O terceiro está em não abrir um tópico preliminar específico para a repercussão geral na peça de interposição do RExt. A previsão regimental deste requisito exala forte odor de jurisprudência defensiva, já que a petição deveria ser apreciada em sua inteireza, tratando-se de mero defeito de formalidade, que não deveria resultar na inadmissibilidade. Mesmo assim, ainda se vê a rejeição de recursos extraordinários carentes desta preliminar.
Também é comum faltar nos recursos a impugnação específica das razões da decisão recorrida. Trata-se de ônus inserido no Código de Processo Civil e de dever de dialeticidade de quem recorre, o qual se desatendido atrapalha o contraditório de quem se defende. Por vezes o recorrente reitera as razões de seu pedido inicial e rebate os argumentos da outra parte, mas passa bem ao largo de se manifestar sobre os específicos fundamentos da decisão impugnada.

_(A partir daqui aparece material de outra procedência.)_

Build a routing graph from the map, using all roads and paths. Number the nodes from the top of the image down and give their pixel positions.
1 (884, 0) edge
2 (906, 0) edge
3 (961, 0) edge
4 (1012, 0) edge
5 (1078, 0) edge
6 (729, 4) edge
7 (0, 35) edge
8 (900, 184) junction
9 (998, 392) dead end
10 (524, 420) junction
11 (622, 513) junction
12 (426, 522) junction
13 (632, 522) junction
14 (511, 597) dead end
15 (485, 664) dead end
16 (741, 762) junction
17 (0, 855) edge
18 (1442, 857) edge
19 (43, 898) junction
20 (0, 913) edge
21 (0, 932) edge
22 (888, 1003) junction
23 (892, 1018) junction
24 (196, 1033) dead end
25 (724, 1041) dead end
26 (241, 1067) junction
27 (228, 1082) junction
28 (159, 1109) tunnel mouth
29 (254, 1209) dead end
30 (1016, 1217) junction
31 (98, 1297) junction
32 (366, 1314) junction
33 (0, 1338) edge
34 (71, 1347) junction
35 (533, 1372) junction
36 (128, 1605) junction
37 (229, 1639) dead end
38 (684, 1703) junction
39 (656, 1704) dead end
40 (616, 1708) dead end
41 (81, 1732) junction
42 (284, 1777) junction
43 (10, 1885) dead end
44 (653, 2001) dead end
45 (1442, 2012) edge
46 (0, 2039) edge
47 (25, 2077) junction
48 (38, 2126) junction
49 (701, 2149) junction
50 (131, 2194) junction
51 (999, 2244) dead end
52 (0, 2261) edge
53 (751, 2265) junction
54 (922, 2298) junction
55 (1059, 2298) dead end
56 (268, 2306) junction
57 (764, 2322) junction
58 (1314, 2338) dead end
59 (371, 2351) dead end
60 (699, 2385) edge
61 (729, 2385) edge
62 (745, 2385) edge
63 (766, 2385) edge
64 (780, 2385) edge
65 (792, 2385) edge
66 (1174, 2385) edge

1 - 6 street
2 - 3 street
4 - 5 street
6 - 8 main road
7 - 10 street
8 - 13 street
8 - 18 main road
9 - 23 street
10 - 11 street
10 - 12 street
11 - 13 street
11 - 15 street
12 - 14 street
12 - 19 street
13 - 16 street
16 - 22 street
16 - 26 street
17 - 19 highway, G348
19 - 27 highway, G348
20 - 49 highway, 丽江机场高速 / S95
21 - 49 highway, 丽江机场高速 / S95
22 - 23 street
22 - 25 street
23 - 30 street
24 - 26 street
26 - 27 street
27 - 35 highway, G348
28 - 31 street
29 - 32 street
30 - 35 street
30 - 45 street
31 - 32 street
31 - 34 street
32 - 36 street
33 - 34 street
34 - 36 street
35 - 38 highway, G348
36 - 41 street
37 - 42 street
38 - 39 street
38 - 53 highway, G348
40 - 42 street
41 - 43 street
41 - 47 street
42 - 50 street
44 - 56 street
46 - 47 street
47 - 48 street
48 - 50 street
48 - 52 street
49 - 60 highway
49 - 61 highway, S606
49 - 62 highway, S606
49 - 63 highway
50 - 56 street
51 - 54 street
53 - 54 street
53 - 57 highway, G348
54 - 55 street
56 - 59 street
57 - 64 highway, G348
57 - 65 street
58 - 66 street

Também é preciso cuidado para não incorrer na Súmula a 7 do STJ, já que as cortes superiores exercem função nomofilática do Direito, não se manifestando sobre provas. Verdade que haverá circunstâncias em que as questões de fato estarão soberanamente decididas pelas cortes locais, não havendo como levar a causa adiante. Em uma oportunidade pude ver questão sobre a existência de monopólio de determinada agência ser irremediavelmente levada ao Superior Tribunal de Justiça e ao Supremo Tribunal Federal, ao passo que o segundo grau já havia resolvido o assunto em definitivo.
Mesmo assim, em que pese STF e STJ não possam decidir como aconteceram os fatos, podem as cortes superiores dizer qual o direito que a eles adere e os disciplina. Trata-se da revaloração da prova, que não se confunde com o reexame, este de fato interditado às instâncias superiores. Dada a importância da certificação dos fatos sobre os quais poderão as cortes superiores realizar a subsunção do Direito, o correto prequestionamento é fundamental para que se tenha maiores chances de obter resultado dos recursos especial e extraordinário.
A Constituição diz que STF e STJ julgarão as "causas decididas" pelos órgãos juízos inferiores, extraindo-se daí o prequestionamento como condição de admissibilidade. De DNA autenticamente defensivo, é antiga a jurisprudência segundo a qual o magistrado não está sujeito a apreciar todos os argumentos das partes, ensejadora de verdadeiro empeço à subida dos recursos de instância especial. Ainda na vigência do Código anterior coube a Fredie Didier Jr. o devido temperamento, tendo ele ressalvado que, embora os argumentos da parte vencedora poderiam não ser todos apreciados, o mesmo não deveria acontecer com as teses da parte perdedora. Apesar do advento do Código de Processo vigente, e de seu artigo 489, §1º, IV, que pretendeu solucionar a questão, ainda restam cautelas importantes no prequestionamento. Delas, a que parece passar mais despercebida é a do prequestiomaneto das questões de fato.
Os tribunais superiores decidem de acordo com o quanto estiver circunstanciado pelos demais tribunais em seus acórdãos. Para tanto, as questões de fato têm de estar descritas nas decisões das cortes inferiores, sob pena de não ser possível ao STF e ao STJ realizar a subsunção do Direito ao dado concreto. Por esta razão é necessária atenção no exame da decisão da qual se vai recorrer para fins de aferir se ela encerra tanto a norma tida por violada quanto a representação da moldura fática sobre a qual incidiu o Direito. Faltando esta última, é dever do recorrente embargar para que no acórdão conste a descrição dos fatos que importam à solução da lide.
Longe de encerrar hermetismos, a atuação nas cortes superiores possui relevos próprios que exigem a atenção de quem neles litiga. Como em quase todas as demais áreas do Direito, a cada visita sobre o tema se descobrem novas nuances, e o profissional, aos poucos, vai melhorando seu instrumental jurídico para alcançar o objetivo.